__EXERCISE__. No pictures are to be included when the entries below are reproduced exactly.

__RECORDS__.
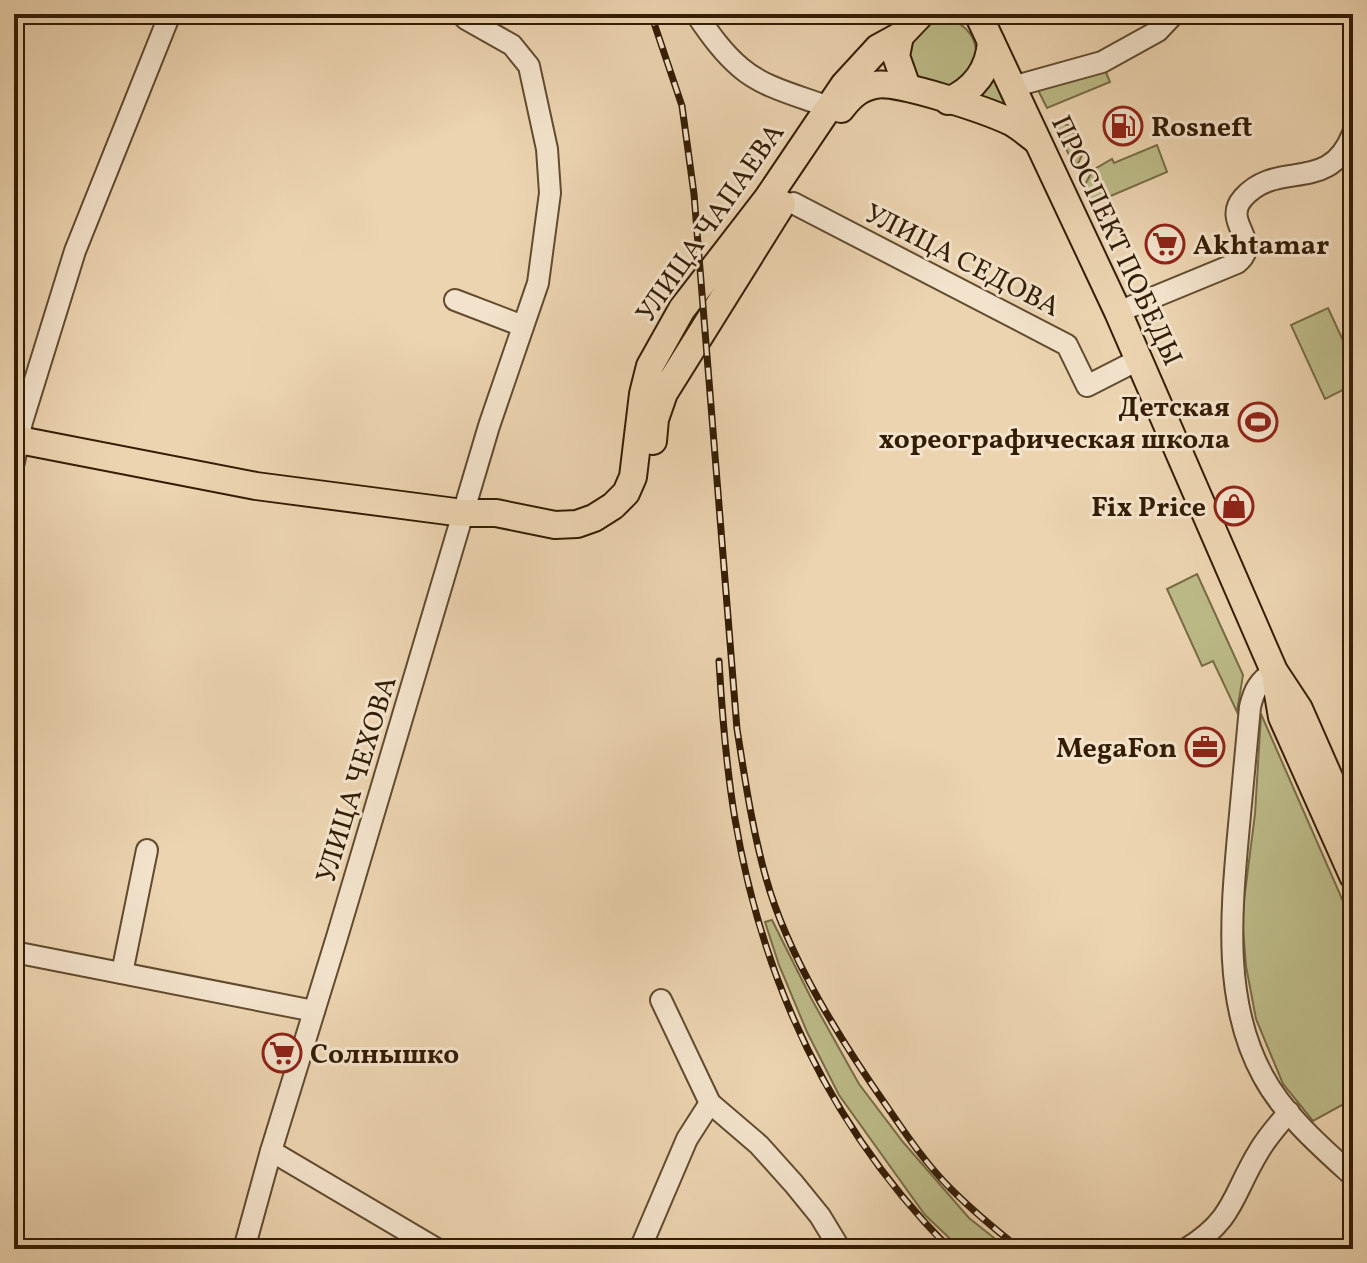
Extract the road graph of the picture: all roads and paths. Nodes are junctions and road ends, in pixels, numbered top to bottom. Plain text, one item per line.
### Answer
1 (170, 14) edge
2 (461, 14) edge
3 (696, 14) edge
4 (1174, 14) edge
5 (922, 15) edge
6 (976, 15) edge
7 (900, 36) junction
8 (991, 42) junction
9 (907, 87) junction
10 (1012, 87) junction
11 (948, 101) junction
12 (828, 107) junction
13 (1353, 133) edge
14 (1038, 141) junction
15 (793, 203) dead end
16 (455, 300) dead end
17 (1118, 312) junction
18 (523, 326) junction
19 (1138, 360) junction
20 (15, 447) edge
21 (463, 513) junction
22 (1274, 671) junction
23 (1353, 832) edge
24 (147, 850) dead end
25 (1353, 876) edge
26 (14, 952) edge
27 (122, 973) junction
28 (661, 1000) dead end
29 (314, 1011) junction
30 (710, 1103) junction
31 (1289, 1112) junction
32 (271, 1151) junction
33 (1353, 1176) edge
34 (244, 1249) edge
35 (437, 1249) edge
36 (640, 1249) edge
37 (840, 1249) edge
38 (1186, 1249) edge

1 - 20 street
2 - 18 street, УЛИЦА ЧЕХОВА
3 - 12 street
4 - 10 street
5 - 7 main road, УЛИЦА ЧАПАЕВА
6 - 8 main road, ПРОСПЕКТ ПОБЕДЫ
7 - 9 main road
7 - 12 main road, УЛИЦА ЧАПАЕВА
8 - 10 main road, ПРОСПЕКТ ПОБЕДЫ
8 - 11 main road
9 - 11 main road, УЛИЦА ЧАПАЕВА
9 - 21 main road, УЛИЦА ЧАПАЕВА
10 - 14 main road, ПРОСПЕКТ ПОБЕДЫ
11 - 14 main road, УЛИЦА ЧАПАЕВА
12 - 21 main road, УЛИЦА ЧАПАЕВА
13 - 17 street
14 - 17 main road, ПРОСПЕКТ ПОБЕДЫ
15 - 19 street, УЛИЦА СЕДОВА
16 - 18 street
17 - 19 main road, ПРОСПЕКТ ПОБЕДЫ
18 - 21 street, УЛИЦА ЧЕХОВА
19 - 22 main road, ПРОСПЕКТ ПОБЕДЫ
20 - 21 main road, УЛИЦА ЧАПАЕВА
21 - 29 street, УЛИЦА ЧЕХОВА
22 - 23 main road, ПРОСПЕКТ ПОБЕДЫ
22 - 25 main road, ПРОСПЕКТ ПОБЕДЫ
22 - 31 street
24 - 27 street
26 - 27 street
27 - 29 street
28 - 30 street
29 - 32 street, УЛИЦА ЧЕХОВА
30 - 36 street
30 - 37 street
31 - 33 street
31 - 38 street
32 - 34 street, УЛИЦА ЧЕХОВА
32 - 35 street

__ANSWER__.
Extract the road graph of the picture: all roads and paths. Nodes are junctions and road ends, in pixels, numbered top to bottom. Plain text, one item per line.
### Answer
1 (170, 14) edge
2 (461, 14) edge
3 (696, 14) edge
4 (1174, 14) edge
5 (922, 15) edge
6 (976, 15) edge
7 (900, 36) junction
8 (991, 42) junction
9 (907, 87) junction
10 (1012, 87) junction
11 (948, 101) junction
12 (828, 107) junction
13 (1353, 133) edge
14 (1038, 141) junction
15 (793, 203) dead end
16 (455, 300) dead end
17 (1118, 312) junction
18 (523, 326) junction
19 (1138, 360) junction
20 (15, 447) edge
21 (463, 513) junction
22 (1274, 671) junction
23 (1353, 832) edge
24 (147, 850) dead end
25 (1353, 876) edge
26 (14, 952) edge
27 (122, 973) junction
28 (661, 1000) dead end
29 (314, 1011) junction
30 (710, 1103) junction
31 (1289, 1112) junction
32 (271, 1151) junction
33 (1353, 1176) edge
34 (244, 1249) edge
35 (437, 1249) edge
36 (640, 1249) edge
37 (840, 1249) edge
38 (1186, 1249) edge

1 - 20 street
2 - 18 street, УЛИЦА ЧЕХОВА
3 - 12 street
4 - 10 street
5 - 7 main road, УЛИЦА ЧАПАЕВА
6 - 8 main road, ПРОСПЕКТ ПОБЕДЫ
7 - 9 main road
7 - 12 main road, УЛИЦА ЧАПАЕВА
8 - 10 main road, ПРОСПЕКТ ПОБЕДЫ
8 - 11 main road
9 - 11 main road, УЛИЦА ЧАПАЕВА
9 - 21 main road, УЛИЦА ЧАПАЕВА
10 - 14 main road, ПРОСПЕКТ ПОБЕДЫ
11 - 14 main road, УЛИЦА ЧАПАЕВА
12 - 21 main road, УЛИЦА ЧАПАЕВА
13 - 17 street
14 - 17 main road, ПРОСПЕКТ ПОБЕДЫ
15 - 19 street, УЛИЦА СЕДОВА
16 - 18 street
17 - 19 main road, ПРОСПЕКТ ПОБЕДЫ
18 - 21 street, УЛИЦА ЧЕХОВА
19 - 22 main road, ПРОСПЕКТ ПОБЕДЫ
20 - 21 main road, УЛИЦА ЧАПАЕВА
21 - 29 street, УЛИЦА ЧЕХОВА
22 - 23 main road, ПРОСПЕКТ ПОБЕДЫ
22 - 25 main road, ПРОСПЕКТ ПОБЕДЫ
22 - 31 street
24 - 27 street
26 - 27 street
27 - 29 street
28 - 30 street
29 - 32 street, УЛИЦА ЧЕХОВА
30 - 36 street
30 - 37 street
31 - 33 street
31 - 38 street
32 - 34 street, УЛИЦА ЧЕХОВА
32 - 35 street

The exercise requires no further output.